A model for Vibrio cholerae colonization of the human intestine

Abstract

Vibrio cholerae is a strict human pathogen that causes the disease cholera. It is an old-world pathogen that has re-emerged as a new threat since the early 1990s. V. cholerae colonizes the upper, small intestine where it produces a toxin that leads to watery diarrhea, characterizing the disease ( Kahn et al., 1988). The dynamics of colonization by the bacteria of the intestines are largely unknown. Although a large initial infectious dose is required for infection, data suggests that only a smaller sub-population colonizes a portion of the small bowel leading to disease. There are many barriers to colonization in the intestines including peristalsis, fluid wash-out, viscosity of the mucus layer, and pH. We are interested in identifying the mechanisms that allow this sub-population of bacteria to survive and colonize the intestines when faced with these barriers.
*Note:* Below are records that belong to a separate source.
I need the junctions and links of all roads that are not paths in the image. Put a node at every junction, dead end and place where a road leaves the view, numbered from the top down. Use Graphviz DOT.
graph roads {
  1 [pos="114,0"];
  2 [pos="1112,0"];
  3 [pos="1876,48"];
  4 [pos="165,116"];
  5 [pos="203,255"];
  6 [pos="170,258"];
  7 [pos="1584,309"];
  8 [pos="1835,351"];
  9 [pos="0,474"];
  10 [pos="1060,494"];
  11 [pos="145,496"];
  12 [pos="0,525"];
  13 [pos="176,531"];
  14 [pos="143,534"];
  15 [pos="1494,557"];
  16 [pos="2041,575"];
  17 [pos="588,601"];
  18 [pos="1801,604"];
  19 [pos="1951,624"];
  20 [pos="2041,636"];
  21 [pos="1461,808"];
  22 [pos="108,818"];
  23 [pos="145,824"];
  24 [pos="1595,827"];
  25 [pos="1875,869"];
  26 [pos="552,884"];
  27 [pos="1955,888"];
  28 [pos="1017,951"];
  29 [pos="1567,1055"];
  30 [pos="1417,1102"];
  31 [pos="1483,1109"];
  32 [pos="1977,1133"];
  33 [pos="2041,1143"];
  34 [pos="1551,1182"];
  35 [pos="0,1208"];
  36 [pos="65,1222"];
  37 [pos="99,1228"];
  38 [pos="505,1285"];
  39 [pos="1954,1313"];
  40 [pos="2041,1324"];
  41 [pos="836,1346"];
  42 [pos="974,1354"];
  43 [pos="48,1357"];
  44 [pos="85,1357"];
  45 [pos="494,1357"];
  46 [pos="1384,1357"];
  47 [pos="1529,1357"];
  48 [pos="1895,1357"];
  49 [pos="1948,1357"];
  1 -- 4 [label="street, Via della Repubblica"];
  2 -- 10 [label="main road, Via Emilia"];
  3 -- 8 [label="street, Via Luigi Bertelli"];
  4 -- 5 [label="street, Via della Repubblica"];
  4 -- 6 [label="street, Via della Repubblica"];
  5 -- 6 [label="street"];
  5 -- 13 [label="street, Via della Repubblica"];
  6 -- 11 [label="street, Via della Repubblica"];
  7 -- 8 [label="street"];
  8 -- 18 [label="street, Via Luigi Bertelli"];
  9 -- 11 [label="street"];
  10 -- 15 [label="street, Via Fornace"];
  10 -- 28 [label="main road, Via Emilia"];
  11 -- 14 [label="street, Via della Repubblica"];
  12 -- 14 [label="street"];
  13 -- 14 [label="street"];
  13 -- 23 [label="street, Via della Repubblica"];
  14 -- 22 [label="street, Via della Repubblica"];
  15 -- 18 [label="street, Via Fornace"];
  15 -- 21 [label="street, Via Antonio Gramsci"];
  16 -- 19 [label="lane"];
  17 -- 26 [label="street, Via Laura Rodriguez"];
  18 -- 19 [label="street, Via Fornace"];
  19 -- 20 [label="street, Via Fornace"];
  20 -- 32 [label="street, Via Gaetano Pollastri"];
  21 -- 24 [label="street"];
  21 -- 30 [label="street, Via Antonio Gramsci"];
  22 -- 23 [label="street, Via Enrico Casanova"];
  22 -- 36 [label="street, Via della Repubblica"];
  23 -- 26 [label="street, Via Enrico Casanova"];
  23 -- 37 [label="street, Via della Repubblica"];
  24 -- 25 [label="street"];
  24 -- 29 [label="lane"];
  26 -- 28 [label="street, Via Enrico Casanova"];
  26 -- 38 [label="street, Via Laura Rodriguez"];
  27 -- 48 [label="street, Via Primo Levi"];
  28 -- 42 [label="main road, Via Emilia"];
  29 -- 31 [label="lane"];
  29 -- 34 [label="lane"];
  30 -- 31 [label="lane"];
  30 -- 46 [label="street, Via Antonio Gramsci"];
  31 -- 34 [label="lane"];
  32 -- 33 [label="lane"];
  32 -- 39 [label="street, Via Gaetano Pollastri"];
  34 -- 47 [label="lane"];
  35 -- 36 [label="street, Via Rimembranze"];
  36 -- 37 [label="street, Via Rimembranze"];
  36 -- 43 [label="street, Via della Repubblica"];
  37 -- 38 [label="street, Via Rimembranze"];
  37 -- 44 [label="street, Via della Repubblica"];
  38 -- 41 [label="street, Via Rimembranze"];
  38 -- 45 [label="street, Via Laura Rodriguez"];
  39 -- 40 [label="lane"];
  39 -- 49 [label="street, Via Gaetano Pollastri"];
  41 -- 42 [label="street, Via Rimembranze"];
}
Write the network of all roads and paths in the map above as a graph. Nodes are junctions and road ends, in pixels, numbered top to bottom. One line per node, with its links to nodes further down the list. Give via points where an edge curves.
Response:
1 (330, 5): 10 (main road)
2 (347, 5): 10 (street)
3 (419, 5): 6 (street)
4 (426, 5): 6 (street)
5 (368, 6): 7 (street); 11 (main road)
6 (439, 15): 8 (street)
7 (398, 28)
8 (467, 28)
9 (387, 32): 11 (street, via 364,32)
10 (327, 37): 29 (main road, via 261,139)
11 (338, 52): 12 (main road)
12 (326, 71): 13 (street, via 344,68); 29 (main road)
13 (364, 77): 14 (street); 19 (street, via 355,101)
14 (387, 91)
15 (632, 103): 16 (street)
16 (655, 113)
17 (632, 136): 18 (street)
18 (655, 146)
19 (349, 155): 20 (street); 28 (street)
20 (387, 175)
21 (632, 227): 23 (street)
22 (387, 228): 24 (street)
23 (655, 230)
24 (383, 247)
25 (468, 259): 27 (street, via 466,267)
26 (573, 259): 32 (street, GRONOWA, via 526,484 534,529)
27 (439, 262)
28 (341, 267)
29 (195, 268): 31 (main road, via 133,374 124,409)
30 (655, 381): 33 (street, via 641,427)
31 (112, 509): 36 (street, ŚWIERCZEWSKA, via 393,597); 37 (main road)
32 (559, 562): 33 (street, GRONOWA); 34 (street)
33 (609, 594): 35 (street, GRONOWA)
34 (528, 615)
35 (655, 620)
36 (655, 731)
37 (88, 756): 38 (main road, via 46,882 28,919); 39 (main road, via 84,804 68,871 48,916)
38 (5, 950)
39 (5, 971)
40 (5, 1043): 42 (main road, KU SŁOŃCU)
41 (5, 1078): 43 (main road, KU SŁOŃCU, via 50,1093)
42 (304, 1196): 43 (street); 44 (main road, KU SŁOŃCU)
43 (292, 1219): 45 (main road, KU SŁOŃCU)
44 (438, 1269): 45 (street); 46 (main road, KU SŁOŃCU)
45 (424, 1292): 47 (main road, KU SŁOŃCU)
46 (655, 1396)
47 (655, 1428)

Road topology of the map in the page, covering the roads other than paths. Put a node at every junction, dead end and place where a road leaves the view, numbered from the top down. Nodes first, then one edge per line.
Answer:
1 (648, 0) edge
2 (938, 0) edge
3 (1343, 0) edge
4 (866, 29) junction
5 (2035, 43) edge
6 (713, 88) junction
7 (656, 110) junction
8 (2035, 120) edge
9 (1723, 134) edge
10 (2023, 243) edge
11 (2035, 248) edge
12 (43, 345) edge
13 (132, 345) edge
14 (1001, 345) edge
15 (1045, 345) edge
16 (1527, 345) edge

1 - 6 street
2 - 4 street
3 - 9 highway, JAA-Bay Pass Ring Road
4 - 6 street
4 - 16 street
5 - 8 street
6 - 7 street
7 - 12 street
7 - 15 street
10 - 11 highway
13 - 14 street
To elaborate the dynamics of V. cholerae infection, we have developed a mathematical model based on a convection–diffusion–reaction–swimming equation capturing bacterial dynamics coupled with Stokes equations governing fluid velocity where we developed a novel non-local boundary condition. Our results indicate that both host and bacterial factors contribute to bacterial density in the gut. Host factors include intestinal diffusion and convection rates while bacterial factors include adherence, motility and growth rates. This model can ultimately be used to test therapeutic strategies against V. cholerae.